START Given records

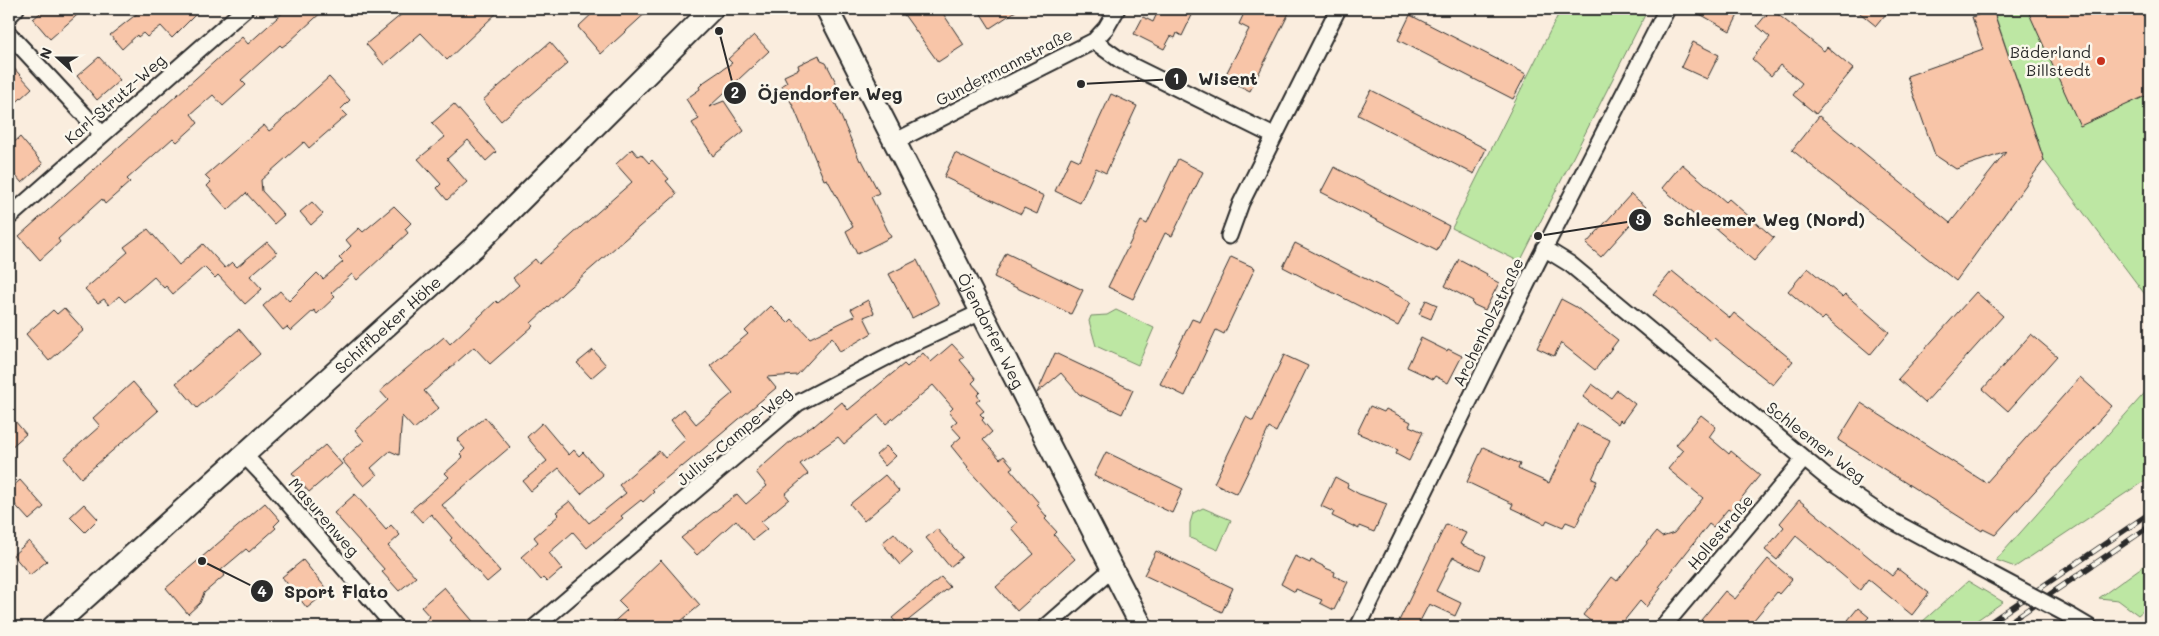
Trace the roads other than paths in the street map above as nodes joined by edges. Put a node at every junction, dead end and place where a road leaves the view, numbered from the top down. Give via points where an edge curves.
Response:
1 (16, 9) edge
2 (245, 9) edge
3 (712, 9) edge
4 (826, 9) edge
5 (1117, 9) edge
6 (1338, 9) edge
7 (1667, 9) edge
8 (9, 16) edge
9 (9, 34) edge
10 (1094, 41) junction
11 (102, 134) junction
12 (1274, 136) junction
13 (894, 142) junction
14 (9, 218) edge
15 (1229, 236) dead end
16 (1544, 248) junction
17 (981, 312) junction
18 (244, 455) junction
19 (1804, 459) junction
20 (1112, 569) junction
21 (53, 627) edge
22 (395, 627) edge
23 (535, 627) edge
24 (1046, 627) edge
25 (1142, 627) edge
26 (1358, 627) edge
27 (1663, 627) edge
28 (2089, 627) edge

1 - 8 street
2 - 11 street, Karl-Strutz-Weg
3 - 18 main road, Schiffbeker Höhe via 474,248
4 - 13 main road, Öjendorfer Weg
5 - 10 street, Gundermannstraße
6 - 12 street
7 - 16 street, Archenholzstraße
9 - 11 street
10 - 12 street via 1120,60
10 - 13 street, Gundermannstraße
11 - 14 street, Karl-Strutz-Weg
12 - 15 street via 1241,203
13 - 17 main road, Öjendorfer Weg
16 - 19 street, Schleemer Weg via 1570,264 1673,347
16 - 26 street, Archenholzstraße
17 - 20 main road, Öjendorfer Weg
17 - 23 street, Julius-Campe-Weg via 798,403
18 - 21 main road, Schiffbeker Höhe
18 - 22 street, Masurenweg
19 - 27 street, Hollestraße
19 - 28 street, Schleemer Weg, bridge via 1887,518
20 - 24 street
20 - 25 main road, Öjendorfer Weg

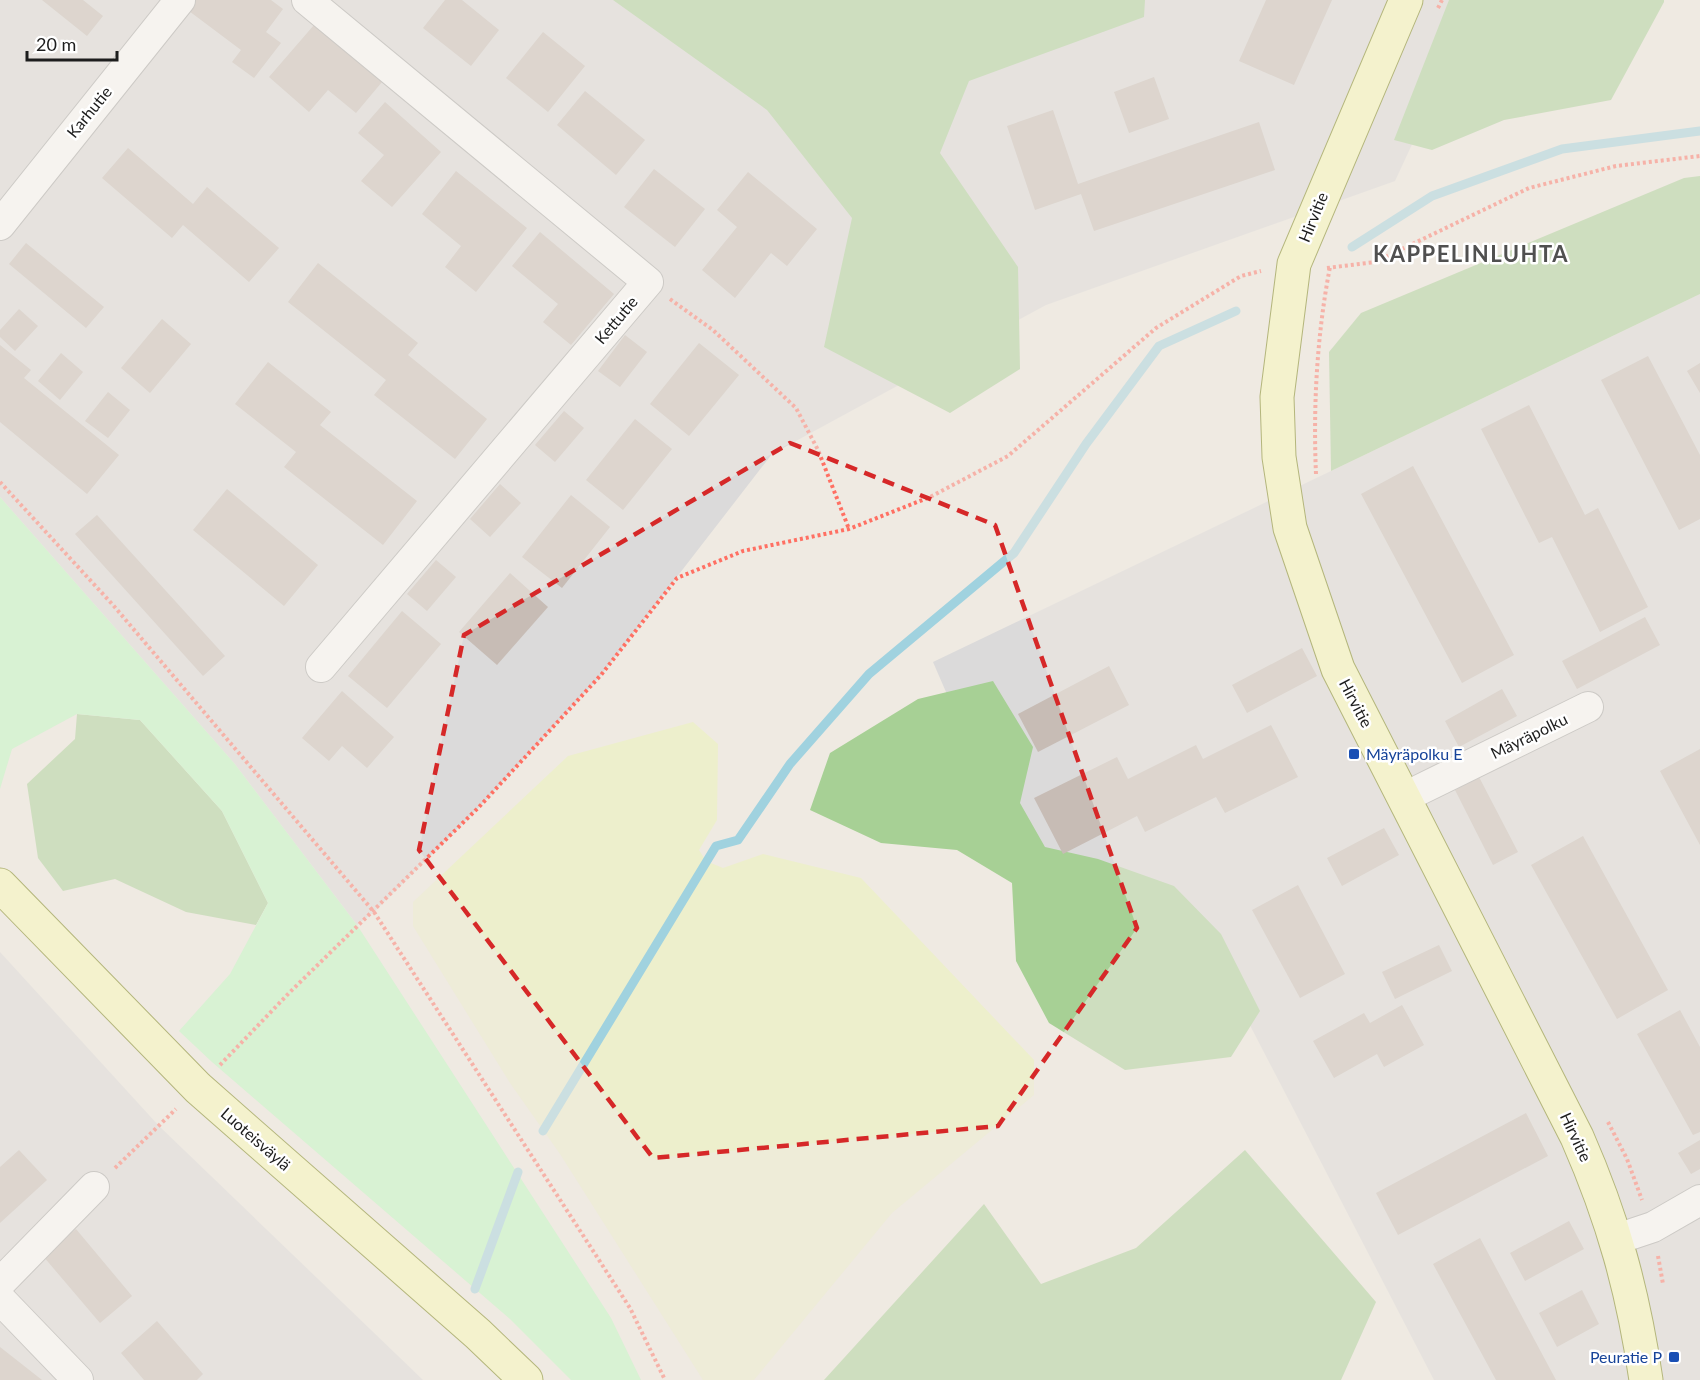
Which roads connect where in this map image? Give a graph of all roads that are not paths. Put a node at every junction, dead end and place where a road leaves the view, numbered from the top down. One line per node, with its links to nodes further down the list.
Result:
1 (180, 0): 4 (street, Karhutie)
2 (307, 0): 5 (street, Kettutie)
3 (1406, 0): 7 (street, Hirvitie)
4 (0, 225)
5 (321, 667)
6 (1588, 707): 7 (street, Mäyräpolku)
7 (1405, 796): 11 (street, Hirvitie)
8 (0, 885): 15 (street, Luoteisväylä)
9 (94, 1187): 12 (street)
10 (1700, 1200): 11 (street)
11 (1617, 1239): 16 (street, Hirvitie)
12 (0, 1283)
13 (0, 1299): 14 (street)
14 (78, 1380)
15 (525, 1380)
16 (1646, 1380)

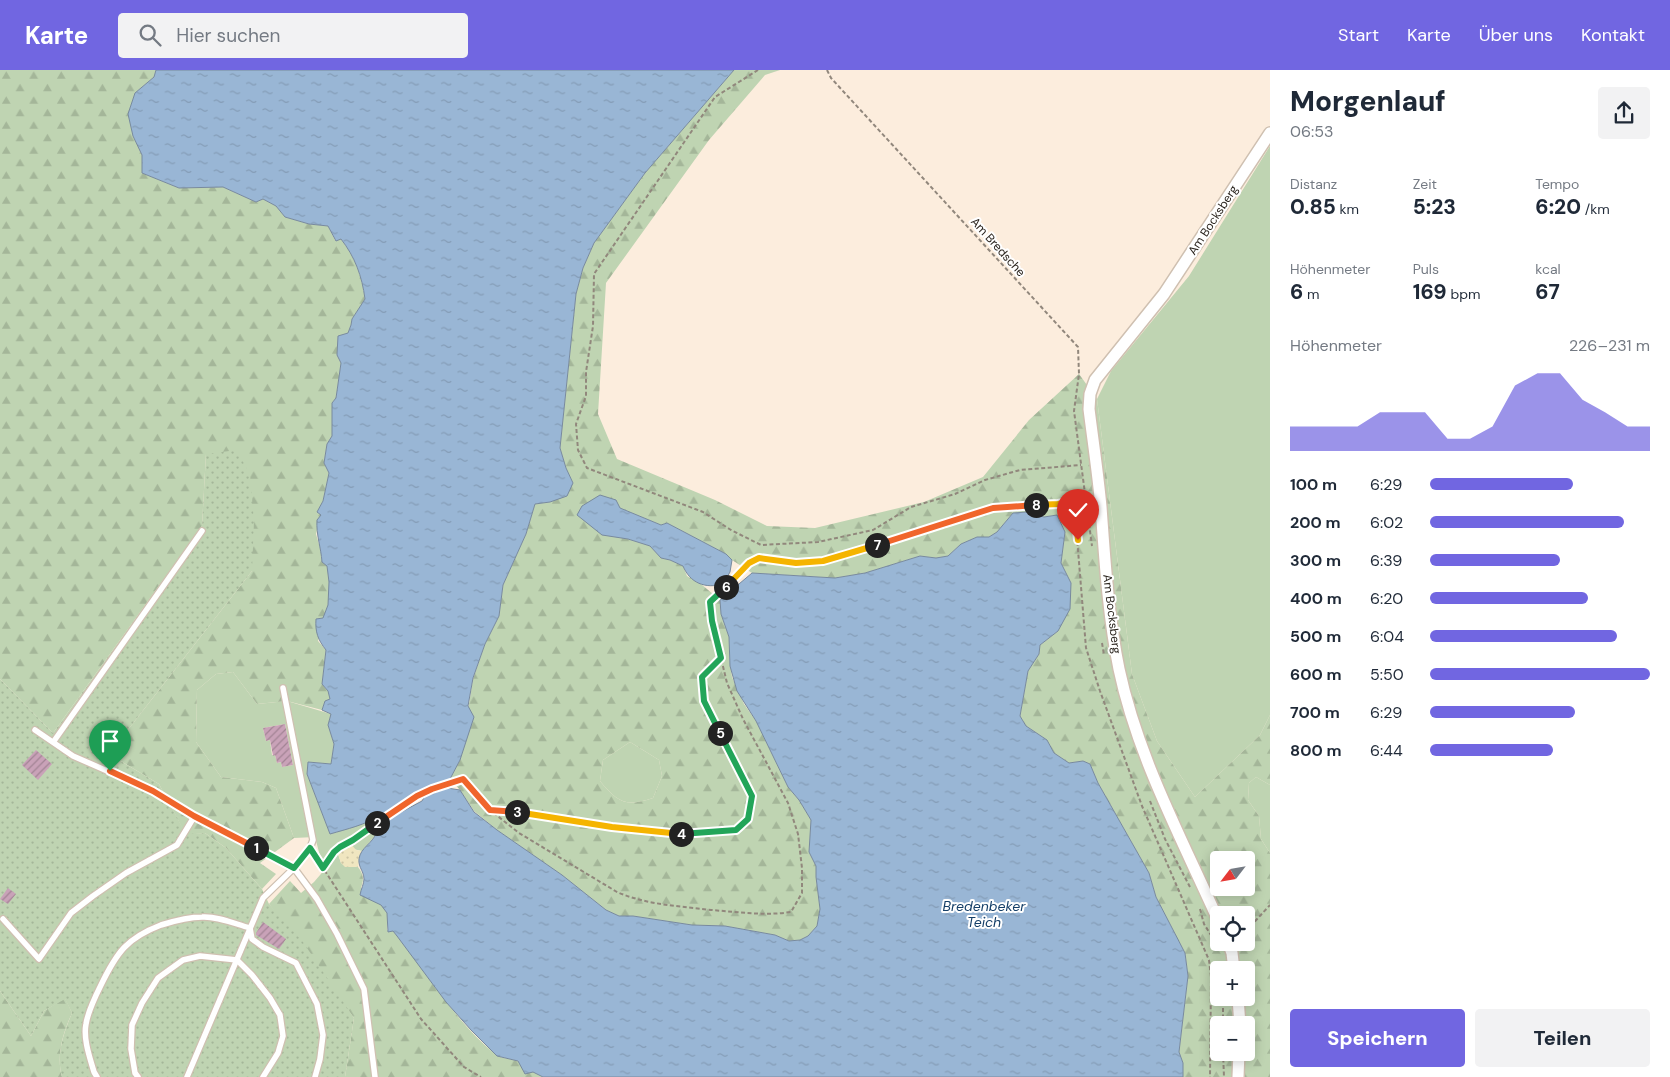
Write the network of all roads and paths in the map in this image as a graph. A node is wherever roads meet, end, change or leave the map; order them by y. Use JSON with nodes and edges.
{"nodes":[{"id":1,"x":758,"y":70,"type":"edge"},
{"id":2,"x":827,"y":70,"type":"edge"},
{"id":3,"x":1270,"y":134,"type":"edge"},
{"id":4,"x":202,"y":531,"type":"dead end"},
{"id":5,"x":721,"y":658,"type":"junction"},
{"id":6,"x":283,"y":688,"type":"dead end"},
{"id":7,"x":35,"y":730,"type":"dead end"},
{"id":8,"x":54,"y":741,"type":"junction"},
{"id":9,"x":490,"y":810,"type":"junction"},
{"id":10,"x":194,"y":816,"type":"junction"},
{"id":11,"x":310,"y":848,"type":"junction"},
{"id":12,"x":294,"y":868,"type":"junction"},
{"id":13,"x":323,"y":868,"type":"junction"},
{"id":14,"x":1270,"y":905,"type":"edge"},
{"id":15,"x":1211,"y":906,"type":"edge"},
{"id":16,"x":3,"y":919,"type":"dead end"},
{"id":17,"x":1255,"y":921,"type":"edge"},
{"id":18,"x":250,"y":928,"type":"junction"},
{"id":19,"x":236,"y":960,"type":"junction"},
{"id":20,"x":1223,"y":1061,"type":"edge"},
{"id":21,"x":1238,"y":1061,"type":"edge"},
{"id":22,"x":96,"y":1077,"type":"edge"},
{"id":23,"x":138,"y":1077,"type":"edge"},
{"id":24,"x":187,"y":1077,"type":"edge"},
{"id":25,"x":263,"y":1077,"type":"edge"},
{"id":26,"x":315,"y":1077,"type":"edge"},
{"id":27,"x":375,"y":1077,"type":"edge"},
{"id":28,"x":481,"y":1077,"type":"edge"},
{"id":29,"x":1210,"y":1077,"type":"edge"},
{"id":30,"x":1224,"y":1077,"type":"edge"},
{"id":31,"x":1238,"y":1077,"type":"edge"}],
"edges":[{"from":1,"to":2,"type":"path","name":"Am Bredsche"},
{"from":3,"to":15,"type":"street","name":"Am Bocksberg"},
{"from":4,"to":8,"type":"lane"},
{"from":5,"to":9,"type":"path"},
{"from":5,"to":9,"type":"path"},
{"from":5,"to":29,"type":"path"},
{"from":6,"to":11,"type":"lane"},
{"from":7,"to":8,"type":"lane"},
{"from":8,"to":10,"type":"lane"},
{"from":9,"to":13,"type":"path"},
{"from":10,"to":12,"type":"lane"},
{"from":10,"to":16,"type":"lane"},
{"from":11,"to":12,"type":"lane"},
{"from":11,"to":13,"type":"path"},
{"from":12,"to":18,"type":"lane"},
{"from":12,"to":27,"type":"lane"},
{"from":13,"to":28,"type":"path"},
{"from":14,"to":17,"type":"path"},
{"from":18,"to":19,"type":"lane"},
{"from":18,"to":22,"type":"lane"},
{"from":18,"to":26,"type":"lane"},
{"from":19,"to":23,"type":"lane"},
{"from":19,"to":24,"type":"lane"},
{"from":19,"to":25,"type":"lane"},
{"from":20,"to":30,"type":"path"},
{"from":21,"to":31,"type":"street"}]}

END Given records

> What needs to be done:
Each line of the entries above that includes "Strutz" counts once; state how many such lines there are, with the number as the only answer.

> Answer section:
2